Financial aid is nice, but really doesn’t measure up to the problem of academic fees. PHOTO: Tim Gouw / Unsplash

By: Tamanna T., Staff Writer

University is very freaking expensive. As an international fourth-year Arts and Social Sciences student, I pay between $12,000 to $13,000 every semester. That’s a large sum of money. The stress of every tuition deadline starts wreaking havoc in most middle-class homes once enrollment dates are out. Amidst all the tension, bursary applications open up, and the students are reminded of the financial restraints of university life. Despite reverently applying for bursaries and grants, do they help much? As an international student, not really. 

Bursary applications are due in the last month of every semester, right when exams are about to begin, so it’s hard enough to remember to apply in the first place. Even if you do manage to apply on time, students don’t hear back until the middle of the next semester — right in the thick of midterm season. This bursary system clearly doesn’t consider students’ mental health, because the timings of these deadlines are atrocious. 

The amount offered by bursaries, grants, and scholarships is not enough to ease the financial burden on students. Most of the international students I know have taken additional student loans — sponsored by their home country — to financially sustain themselves in Canada. Still, some of these students remain ineligible for financial aid.

In my experience, I have usually used the amount given by these awards to pay for bills and maybe groceries, but it has never really helped much in regards to tuition. While financial aid is much appreciated, the majority of awards are under $1,000 — barely enough to cover a month’s rent, let alone university costs. 

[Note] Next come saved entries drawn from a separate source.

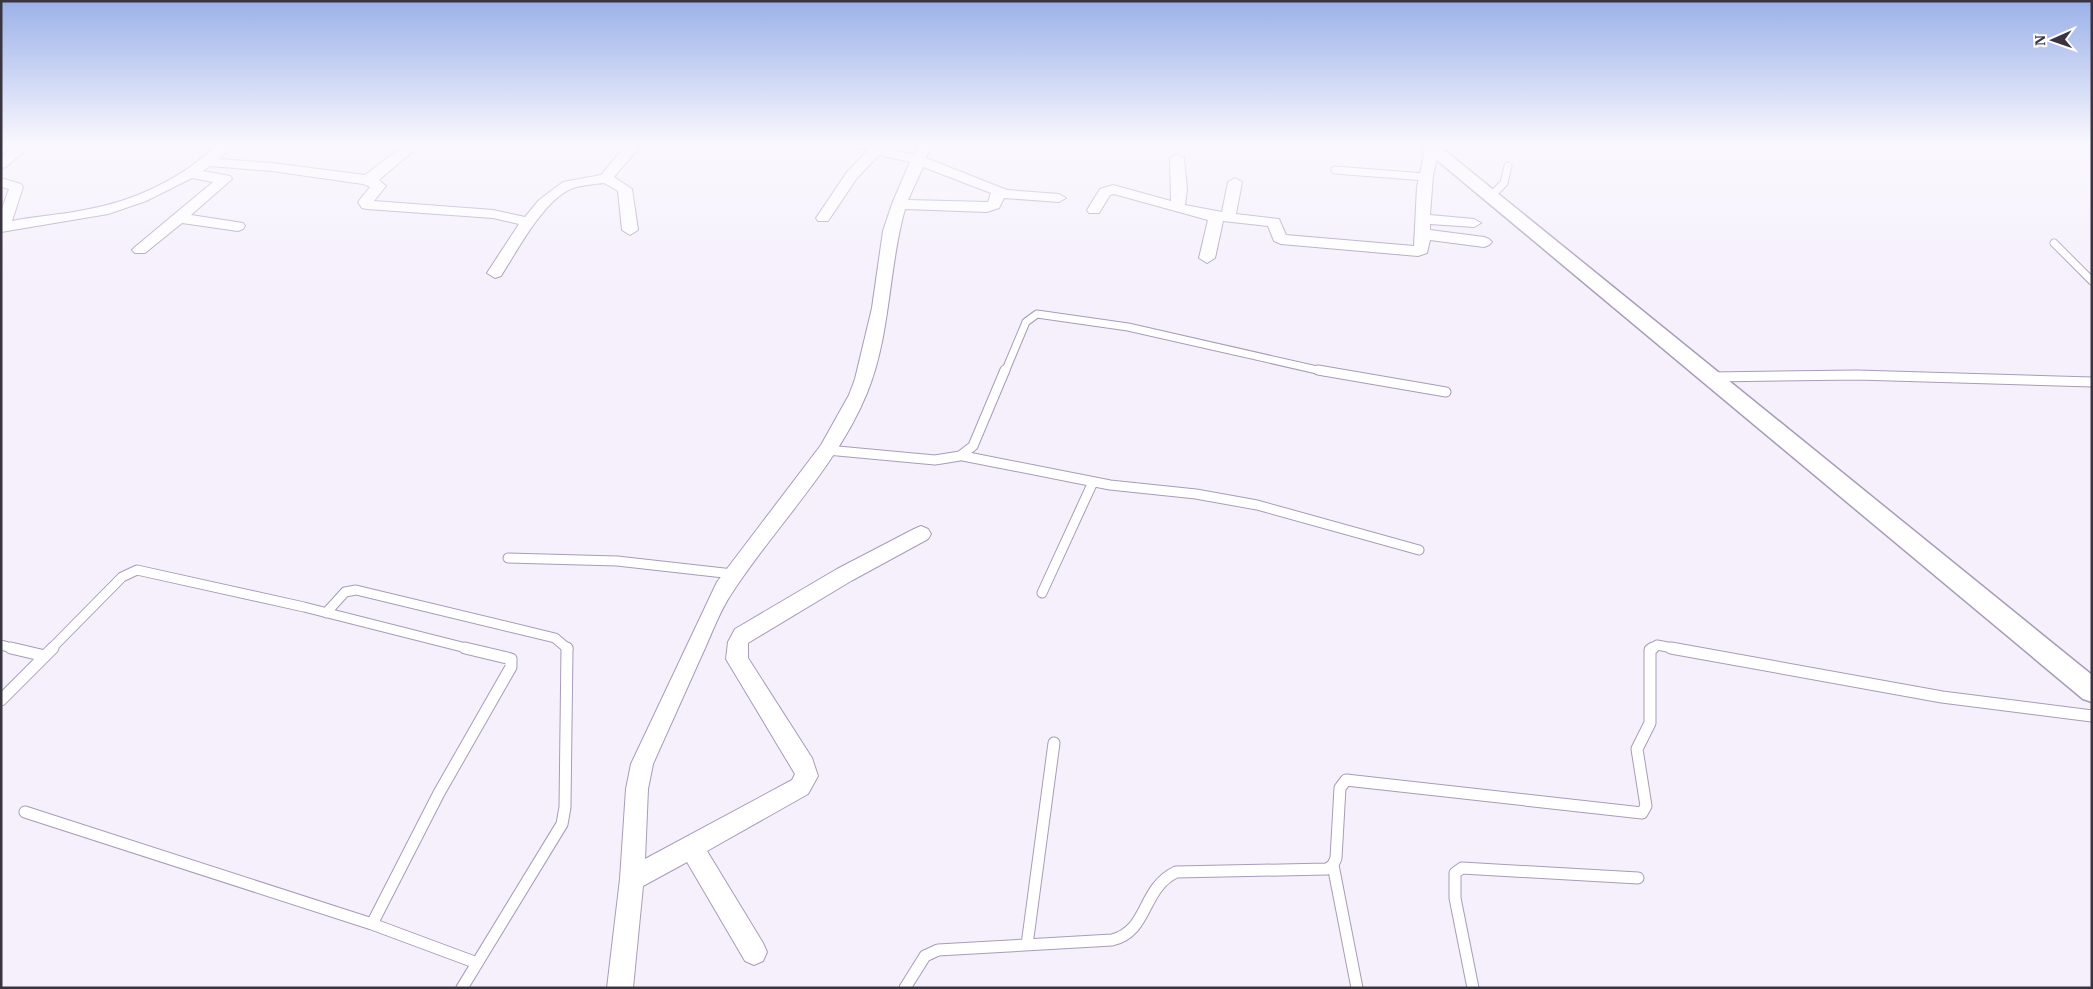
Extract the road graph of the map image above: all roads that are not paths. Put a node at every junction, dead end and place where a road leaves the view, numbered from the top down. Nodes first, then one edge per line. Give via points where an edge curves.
1 (16, 191) edge
2 (155, 191) edge
3 (211, 191) edge
4 (375, 191) edge
5 (558, 191) edge
6 (625, 191) edge
7 (841, 191) edge
8 (905, 191) edge
9 (999, 191) joint
10 (1107, 191) edge
11 (1121, 191) edge
12 (1180, 191) edge
13 (1232, 191) edge
14 (1425, 191) edge
15 (1483, 191) edge
16 (1495, 191) edge
17 (1490, 197) junction
18 (1059, 198) dead end
19 (899, 204) junction
20 (1178, 207) junction
21 (1094, 210) dead end
22 (1222, 217) junction
23 (179, 218) junction
24 (823, 218) dead end
25 (528, 222) junction
26 (1474, 223) dead end
27 (238, 226) dead end
28 (1422, 226) junction
29 (2, 228) edge
30 (630, 230) dead end
31 (1484, 242) dead end
32 (2054, 243) dead end
33 (140, 250) dead end
34 (1207, 258) dead end
35 (495, 274) dead end
36 (2092, 281) edge
37 (1708, 377) junction
38 (2092, 382) edge
39 (1446, 392) dead end
40 (827, 450) junction
41 (963, 456) junction
42 (1093, 482) junction
43 (921, 534) dead end
44 (1419, 550) dead end
45 (508, 558) dead end
46 (733, 574) junction
47 (1042, 593) dead end
48 (326, 613) junction
49 (1, 645) edge
50 (45, 656) junction
51 (2092, 691) edge
52 (1, 700) edge
53 (2092, 716) edge
54 (1054, 743) dead end
55 (24, 812) dead end
56 (691, 846) junction
57 (1333, 865) junction
58 (1638, 878) dead end
59 (632, 879) junction
60 (372, 924) junction
61 (1027, 945) junction
62 (754, 952) dead end
63 (477, 963) junction
64 (462, 988) edge
65 (620, 988) edge
66 (905, 988) edge
67 (1357, 988) edge
68 (1473, 988) edge

1 - 29 street
2 - 29 street via 100,211
3 - 23 street
4 - 25 street via 366,202 367,206 492,214
5 - 25 street
6 - 30 street
7 - 24 street
8 - 19 street
9 - 18 street
9 - 19 street via 994,205 987,208
10 - 21 street
11 - 20 street
12 - 20 street
13 - 22 street
14 - 28 street
15 - 17 street
16 - 17 lane
17 - 37 street
19 - 40 street via 891,231 880,308 864,379 842,427
20 - 22 street
22 - 28 street via 1274,222 1281,239 1412,250 1422,250
22 - 34 street
23 - 27 street
23 - 33 street
25 - 35 street
26 - 28 street
28 - 31 street
32 - 36 lane
37 - 38 lane via 1857,375
37 - 51 street
39 - 41 lane via 1298,367 1128,327 1037,314 1026,322 973,446
40 - 41 lane via 934,460
40 - 46 street
41 - 42 lane
42 - 44 lane via 1257,505
42 - 47 lane
43 - 56 street via 742,636 738,642 738,659 804,765 807,776 800,787
45 - 46 lane via 617,561
46 - 59 street via 706,623 642,764 637,789
48 - 50 lane via 131,571
48 - 60 lane via 512,659 511,667 439,793
48 - 63 lane via 345,592 356,590 556,638 568,646 562,824
49 - 50 lane
50 - 52 lane
53 - 57 lane via 1942,697 1657,646 1650,650 1650,723 1637,749 1646,810 1637,813 1346,780 1340,788
54 - 61 lane
55 - 60 lane
56 - 59 street
56 - 62 street
57 - 61 lane via 1317,870 1176,872 1158,882 1126,935 1112,940
57 - 67 lane
58 - 68 lane via 1462,868 1455,873 1455,898
59 - 65 street
60 - 63 lane
61 - 66 lane via 938,950 925,956
63 - 64 lane

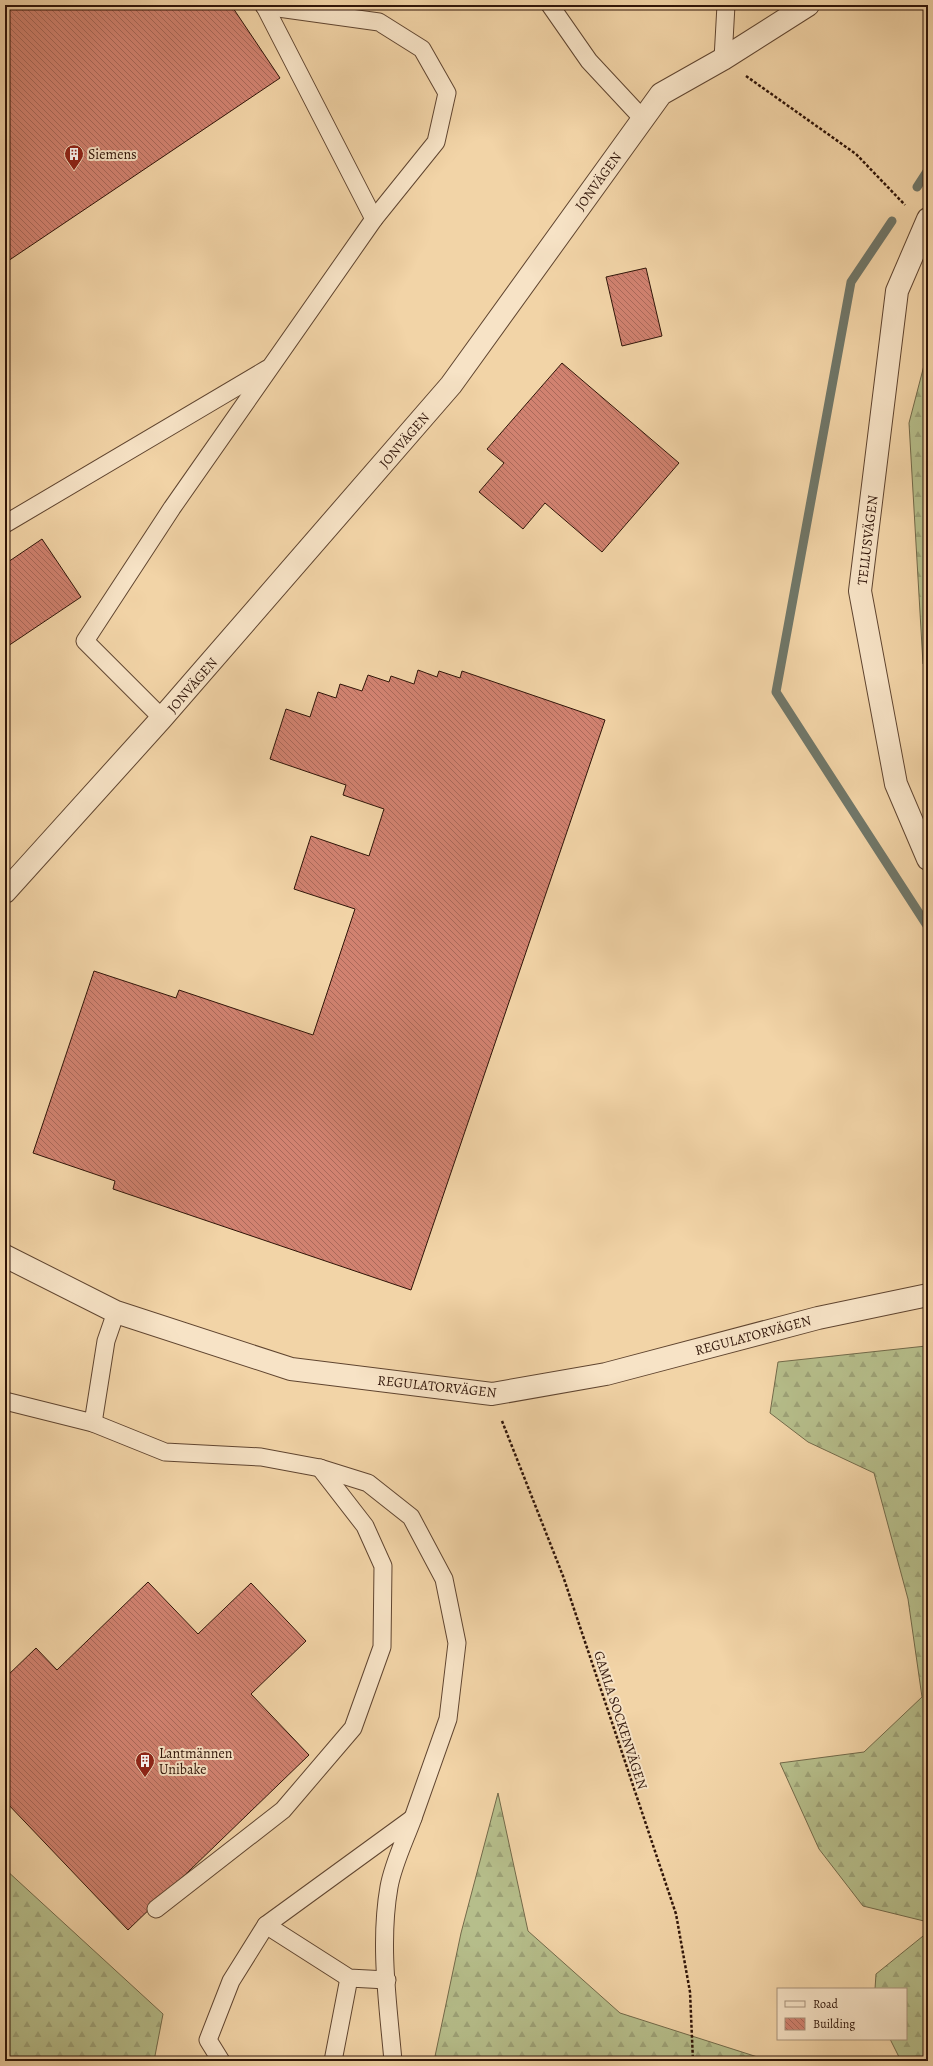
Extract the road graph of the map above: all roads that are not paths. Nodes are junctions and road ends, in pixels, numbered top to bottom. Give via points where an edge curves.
1 (264, 5) edge
2 (550, 5) edge
3 (726, 5) edge
4 (808, 5) edge
5 (723, 59) junction
6 (643, 119) junction
7 (374, 219) junction
8 (926, 222) edge
9 (272, 366) junction
10 (5, 524) edge
11 (162, 718) junction
12 (928, 859) edge
13 (5, 892) edge
14 (5, 1256) edge
15 (928, 1295) edge
16 (116, 1312) junction
17 (5, 1401) edge
18 (93, 1422) junction
19 (320, 1468) junction
20 (412, 1818) junction
21 (156, 1909) dead end
22 (266, 1925) junction
23 (349, 1978) junction
24 (387, 1980) junction
25 (220, 2061) edge
26 (333, 2061) edge
27 (393, 2061) edge

1 - 7 lane
1 - 7 lane via 379,22 422,49 447,93 436,142
2 - 6 lane via 589,61
3 - 5 lane
4 - 5 street, JONVÄGEN
5 - 6 street, JONVÄGEN via 661,94
6 - 11 street, JONVÄGEN via 451,385
7 - 9 lane
8 - 12 street, TELLUSVÄGEN via 897,291 860,591 896,784
9 - 10 lane
9 - 11 lane via 172,508 85,641
11 - 13 street, JONVÄGEN
14 - 16 street, REGULATORVÄGEN
15 - 16 street, REGULATORVÄGEN via 818,1318 606,1374 492,1394 291,1369
16 - 18 lane via 106,1341
17 - 18 lane
18 - 19 lane via 165,1452 262,1457
19 - 20 lane via 368,1484 411,1517 444,1579 457,1643 448,1719
19 - 21 lane via 365,1526 383,1566 382,1647 353,1728 283,1810
20 - 22 lane
20 - 24 lane via 389,1886 385,1928
22 - 23 lane
22 - 25 lane via 231,1981 208,2040
23 - 24 lane
23 - 26 lane
24 - 27 lane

Bursaries and awards are described as “a supplemental source of funding” that is intended to help students financially. If you ask me, they fail to do that in an impactful way, even for domestic students whose tuition generally caps out around $4,000 a semester. SFU bursaries and awards fall short in de-stressing students facing financial issues. 

A different, more efficient, system is needed to assist students experiencing financial strain. A great start would be to start offering bursaries earlier in the semester, rather than in the middle of midterm season. This would help students manage their finances and costs in a better headspace, and avoid existing in precarity until week seven, wondering if they’re going to get financial aid at all. 

Currently, international students engage with the same financial aid system as domestic students. There really needs to be a separate process for international students, which assesses financial needs according to the amount of tuition they pay.  

This could require more proof of financial distress, and in many cases this should be feasible. While this offloads some work onto students, a more robust financial aid system might allow a student to survive off only two jobs, as opposed to three or more. Though this is still a lot of work, it would be an improvement over the current conditions for international students.

With SFU’s continued operating surpluses, students could be getting better and more consistent funding to help them remain enrolled and study with a bit more ease. It is high time that better assessment is done with each application to evaluate individual needs, as well as addressing what SFU can provide as financial awards to the student. If there is a tuition hike every consecutive year, why doesn’t the amount of awards and bursaries provided also increase?